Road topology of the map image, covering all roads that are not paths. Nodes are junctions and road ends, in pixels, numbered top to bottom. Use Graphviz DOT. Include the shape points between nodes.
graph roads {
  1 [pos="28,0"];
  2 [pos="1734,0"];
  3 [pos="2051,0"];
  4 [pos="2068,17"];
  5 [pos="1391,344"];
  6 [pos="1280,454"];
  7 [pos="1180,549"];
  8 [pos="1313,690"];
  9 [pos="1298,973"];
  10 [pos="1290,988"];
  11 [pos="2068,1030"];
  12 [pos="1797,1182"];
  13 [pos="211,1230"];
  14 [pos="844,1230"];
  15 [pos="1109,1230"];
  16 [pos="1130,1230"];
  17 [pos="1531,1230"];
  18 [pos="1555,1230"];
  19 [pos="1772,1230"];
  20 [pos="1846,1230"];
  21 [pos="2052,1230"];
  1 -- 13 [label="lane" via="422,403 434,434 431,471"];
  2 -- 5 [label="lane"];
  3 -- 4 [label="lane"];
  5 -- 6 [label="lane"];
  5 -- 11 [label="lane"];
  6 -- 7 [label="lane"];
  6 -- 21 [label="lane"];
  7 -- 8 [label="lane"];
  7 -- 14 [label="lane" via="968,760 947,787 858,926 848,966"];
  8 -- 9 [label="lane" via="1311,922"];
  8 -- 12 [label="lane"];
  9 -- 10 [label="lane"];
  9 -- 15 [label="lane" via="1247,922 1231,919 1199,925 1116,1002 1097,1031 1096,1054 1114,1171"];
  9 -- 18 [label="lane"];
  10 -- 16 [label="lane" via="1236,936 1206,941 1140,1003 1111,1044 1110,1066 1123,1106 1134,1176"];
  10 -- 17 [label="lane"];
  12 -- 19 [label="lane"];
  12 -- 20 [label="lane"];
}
=-=-=
From the listing above, how many lines contain the word "roads"? Give only the number.

2